Music

David Bowie: a life of stunning creative rebirth to the very end

Monday morning, the world awoke to shocking news: David Bowie was gone. The multi-faceted rock artist had died of terminal cancer — mere days after the release of his final studio album.

The cliché is that Bowie was a musical chameleon, shedding skins at a moment’s notice. What’s more important is how he sustained a musical career over more than a half-century without ever descending into embarrassment or predictability.

From the theatrics of his early records to the somber avant-garde of his swansong “Blackstar,” Bowie may have put his foot wrong on occasion but — give or a take a “Dancing in the Streets” here or there — he never humiliated himself.

And the sheer breadth of his achievements is stunning.

Bowie spent the mid-’60s fronting several inevitably doomed blues-rock bands, until recording a theatre-influenced solo LP (“David Bowie,” 1967) millions of miles from it. He broke out with “Space Oddity,” timed to coincide with the Apollo moon landing.

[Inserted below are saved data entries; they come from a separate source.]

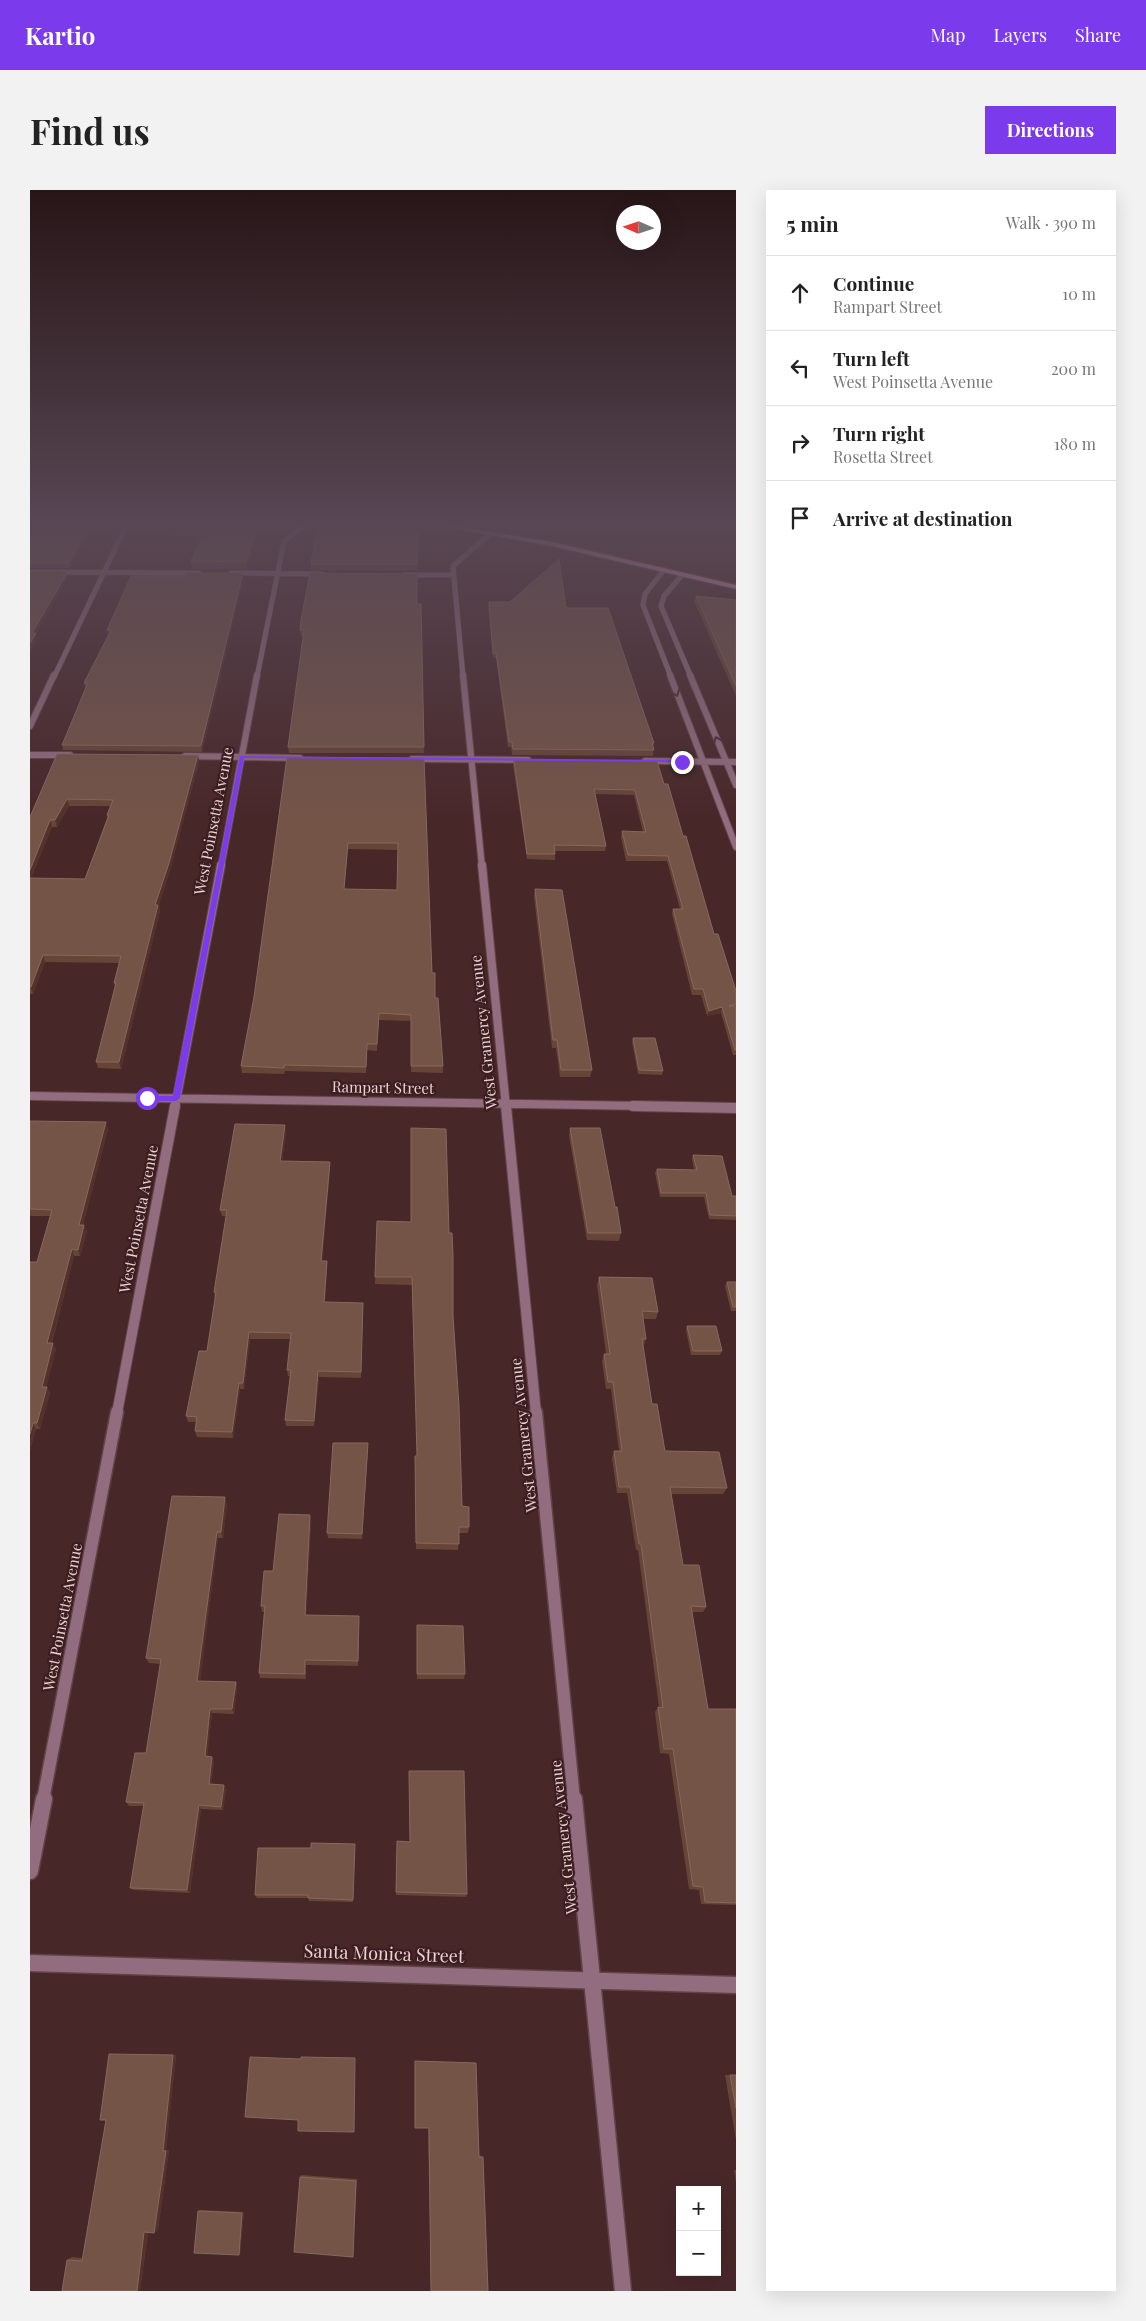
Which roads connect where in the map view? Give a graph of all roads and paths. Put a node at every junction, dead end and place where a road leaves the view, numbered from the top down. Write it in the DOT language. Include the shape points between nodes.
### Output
graph roads {
  1 [pos="80,624"];
  2 [pos="266,624"];
  3 [pos="458,624"];
  4 [pos="649,624"];
  5 [pos="669,624"];
  6 [pos="658,646"];
  7 [pos="678,646"];
  8 [pos="30,726"];
  9 [pos="30,754"];
  10 [pos="75,755"];
  11 [pos="172,756"];
  12 [pos="241,757"];
  13 [pos="312,758"];
  14 [pos="400,759"];
  15 [pos="471,760"];
  16 [pos="538,760"];
  17 [pos="634,761"];
  18 [pos="702,762"];
  19 [pos="726,762"];
  20 [pos="736,762"];
  21 [pos="736,785"];
  22 [pos="736,847"];
  23 [pos="30,1096"];
  24 [pos="176,1098"];
  25 [pos="506,1104"];
  26 [pos="736,1108"];
  27 [pos="30,1870"];
  28 [pos="30,1963"];
  29 [pos="594,1981"];
  30 [pos="736,1985"];
  31 [pos="623,2291"];
  1 -- 8 [label="street"];
  2 -- 12 [label="street, West Poinsetta Avenue"];
  3 -- 15 [label="street, West Gramercy Avenue"];
  4 -- 6 [label="street"];
  5 -- 7 [label="street"];
  6 -- 7 [label="street"];
  6 -- 18 [label="street, one-way"];
  19 -- 7 [label="street, one-way"];
  9 -- 10 [label="street"];
  11 -- 12 [label="street"];
  12 -- 13 [label="street"];
  12 -- 24 [label="street, West Poinsetta Avenue"];
  14 -- 15 [label="street"];
  15 -- 16 [label="street"];
  15 -- 25 [label="street, West Gramercy Avenue"];
  17 -- 18 [label="street"];
  18 -- 19 [label="street"];
  18 -- 22 [label="street"];
  19 -- 20 [label="street"];
  19 -- 21 [label="street"];
  23 -- 24 [label="street, Rampart Street"];
  24 -- 25 [label="street, Rampart Street"];
  24 -- 27 [label="street, West Poinsetta Avenue"];
  25 -- 26 [label="street, Rampart Street"];
  25 -- 29 [label="street, West Gramercy Avenue"];
  28 -- 29 [label="street, Santa Monica Street"];
  29 -- 30 [label="street, Santa Monica Street"];
  29 -- 31 [label="street, West Gramercy Avenue"];
}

The hippie-folk of Space Oddity quickly morphed into his next album: 1970’s “The Man Who Sold The World,” an excursion into Led Zeppelin-esque heavy metal.

Bowie then quietly released his most melodic collection of songs: 1971’s “Hunky Dory.” Most artists would happily spend their careers living off the merits of immortal songs like “Changes,” “Life On Mars?” and “Quicksand.” But instead Bowie chose not to promote the record, because something greater was coming together in his mind: Ziggy Stardust.

The character of Ziggy, as first unveiled on 1972’s “The Rise And Fall Of Ziggy Stardust,” could easily have been an overly precious art-rock conceit: An alien rock messiah comes to earth bringing tidings of joy in a time of despair, but is eventually destroyed by megalomania and the passion of his fans. What saved it from tweeness was flawless songwriting, provocative and intelligent lyrics and the heroic performance of lead guitarist and multi-instrumental arranger Mick Ronson.

Those virtues were amplified on its Americanized follow-up “Aladdin Sane” and the neo-Orwellian “Diamond Dogs,” at which point Bowie simply decided he’d had enough of all that and moved on to more daring pursuits.

The rest of the ’70s gave us even more exciting mutations in Bowie’s music, each radically different yet also, in retrospect, traceably linked to what preceded it: The funk accents on “Diamond Dogs” (1974) became the full-blooded Philadelphia soul of “Young Americans” (1975), which in turn became the forbiddingly aristocratic krautfunk of his best record, “Station To Station” (1976).

That record’s icy remove and human despair led naturally to his famous trilogy of brilliant, therapeutically collaborative records with Brian Eno and producer Tony Visconti: “Low” (1977), “Heroes” (1977) and “Lodger” (1979).

Bowie drew a curtain down on all these changes with “Scary Monsters” (1980), an act of canny and daring retrospection where he dared to write a No. 1 hit “sequel song” to “Space Oddity” while announcing elsewhere his refusal to be viewed as “another piece of teenage wildlife.”

The story could’ve ended there. But of course Bowie didn’t even have his greatest commercial success until 1983, with “Let’s Dance,” whose title track (along with “Modern Love”) is already so familiar to anyone reading this that I need merely write out their titles to evoke their instantly memorable hooks.

After some mid-’80s doldrums, he shook off the cobwebs and forced himself into uncomfortable spaces, beginning first with Tin Machine, and then with a series of albums experimenting with everything from industrial (“Outside,” 1995) to house/electronica (“Earthling,” 1997).

But Bowie’s true late-career creative rebirth was heralded with 2002’s “Heathen,” a record which, released after 9/11, still feels as bracingly fresh and relevant as the best of his earlier works. Bowie followed up “Heathen” with “Reality” (2003) and then retired into seclusion for nearly a decade, only to emerge in 2013 with “The Next Day” and his final work, released a mere two days before his death, “Blackstar.”

All of these albums found a mature Bowie unafraid to experiment and sounding as relevant as ever.

It was this avant-garde vibrancy that makes Bowie’s sudden passing such a tragic shock. Bowie, always a private man, took great pains to conceal his terminal illness from the world, suffering in private and working on his last album as a final testament.

It’s a dark but worthy cap on his career, which amounts to a lifetime’s worth of art from one of rock’s last great polymaths, a man unafraid to expand the boundaries of art, artifice and theatricality in popular music. For that, we can only thank David Bowie for all he gave to us, and offer him our word on a wing.

Jeffrey Blehar is an attorney and an analyst at the Ace of Spades HQ Decision Desk who cares more about popular music than any reasonable person ought to.